Page MenuHomePhabricator

Migrate IABot parsing code to annotated HTML (Parsoid)
Closed, DeclinedPublic

Description

There are 30+ bugs related to the interpretation of syntax in IABot. IABot uses its own parsing code.

My idea is to migrate much of the parsing code to a reliable external parsing library. Parsoid is an obvious choice.

The ideal outcome for this task is the creation of an abstract wiki document object that IABot would interact with, rather than applying regular expressions directly to text.

Event Timeline

Have you started this effort and/or are you still working on this?

I believe that the template parsing is a major issue with the bot (and bots in general).

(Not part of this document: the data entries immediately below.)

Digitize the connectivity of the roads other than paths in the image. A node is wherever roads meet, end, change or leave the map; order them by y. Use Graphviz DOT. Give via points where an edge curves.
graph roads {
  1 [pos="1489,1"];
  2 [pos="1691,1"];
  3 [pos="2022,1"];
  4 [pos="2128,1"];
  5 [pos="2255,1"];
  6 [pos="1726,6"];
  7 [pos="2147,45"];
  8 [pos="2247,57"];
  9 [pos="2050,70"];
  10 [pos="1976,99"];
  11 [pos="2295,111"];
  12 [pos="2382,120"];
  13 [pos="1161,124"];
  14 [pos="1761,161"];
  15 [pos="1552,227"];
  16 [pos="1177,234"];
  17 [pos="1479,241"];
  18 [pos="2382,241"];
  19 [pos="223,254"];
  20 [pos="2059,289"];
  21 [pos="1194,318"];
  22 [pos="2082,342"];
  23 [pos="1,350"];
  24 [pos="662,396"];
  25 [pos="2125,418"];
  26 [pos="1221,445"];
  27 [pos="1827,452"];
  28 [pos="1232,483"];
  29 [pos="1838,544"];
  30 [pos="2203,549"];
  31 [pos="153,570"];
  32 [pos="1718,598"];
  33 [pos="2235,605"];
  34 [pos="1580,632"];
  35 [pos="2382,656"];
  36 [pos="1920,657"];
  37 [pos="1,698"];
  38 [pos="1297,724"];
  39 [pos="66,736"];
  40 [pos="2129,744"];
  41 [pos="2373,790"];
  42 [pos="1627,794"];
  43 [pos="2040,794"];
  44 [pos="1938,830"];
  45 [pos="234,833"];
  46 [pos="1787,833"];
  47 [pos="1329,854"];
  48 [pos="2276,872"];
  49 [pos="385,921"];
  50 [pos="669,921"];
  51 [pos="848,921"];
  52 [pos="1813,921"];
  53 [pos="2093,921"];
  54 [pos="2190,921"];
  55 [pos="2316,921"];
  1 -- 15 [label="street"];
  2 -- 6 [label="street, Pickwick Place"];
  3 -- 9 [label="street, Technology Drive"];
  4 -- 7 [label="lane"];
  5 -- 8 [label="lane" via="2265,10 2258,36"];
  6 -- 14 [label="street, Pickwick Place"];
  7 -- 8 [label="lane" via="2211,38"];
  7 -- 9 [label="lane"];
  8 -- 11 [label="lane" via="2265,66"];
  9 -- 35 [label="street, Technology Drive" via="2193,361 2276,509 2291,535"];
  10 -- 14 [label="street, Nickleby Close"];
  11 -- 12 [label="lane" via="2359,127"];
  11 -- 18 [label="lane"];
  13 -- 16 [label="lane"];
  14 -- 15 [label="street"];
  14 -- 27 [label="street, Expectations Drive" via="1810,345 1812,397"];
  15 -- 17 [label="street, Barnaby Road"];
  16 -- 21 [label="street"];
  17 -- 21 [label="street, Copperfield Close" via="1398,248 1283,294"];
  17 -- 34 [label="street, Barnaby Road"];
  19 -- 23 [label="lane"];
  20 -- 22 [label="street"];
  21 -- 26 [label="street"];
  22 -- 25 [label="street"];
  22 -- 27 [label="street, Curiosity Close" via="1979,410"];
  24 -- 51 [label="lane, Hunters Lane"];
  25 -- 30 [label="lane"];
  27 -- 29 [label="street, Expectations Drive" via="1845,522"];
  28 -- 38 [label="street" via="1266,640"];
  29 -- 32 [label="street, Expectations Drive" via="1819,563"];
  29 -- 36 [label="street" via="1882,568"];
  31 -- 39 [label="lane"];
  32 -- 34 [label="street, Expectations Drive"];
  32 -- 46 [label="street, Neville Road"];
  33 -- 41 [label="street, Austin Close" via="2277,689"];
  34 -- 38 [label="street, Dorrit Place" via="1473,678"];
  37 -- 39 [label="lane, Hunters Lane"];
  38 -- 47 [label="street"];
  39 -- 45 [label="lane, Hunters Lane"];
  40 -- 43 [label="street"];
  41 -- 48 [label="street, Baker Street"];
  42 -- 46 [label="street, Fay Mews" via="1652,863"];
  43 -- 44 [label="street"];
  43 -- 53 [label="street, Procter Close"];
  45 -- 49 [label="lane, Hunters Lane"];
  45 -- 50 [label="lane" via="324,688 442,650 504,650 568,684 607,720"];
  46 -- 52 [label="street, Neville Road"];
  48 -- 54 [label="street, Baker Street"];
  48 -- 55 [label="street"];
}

I have written a very small template editor with a proper linter/parser that is roundtrip safe, i.e., it preserves whitespaces, unknown fields etc. ( template_source = create_string(parse(template_source))) and does not rely on regular expressions to extract data. In particular, it can handle nested templates, which IABot seems to struggle with a lot.

It's currently written in Python, because I intend to use it with my Python-based bot to clean up some IABot issues, but it should be straightforward to port it to PHP. It might be less effort than to integrate Parsoid. Do you have a good understanding of the object that IABot needs?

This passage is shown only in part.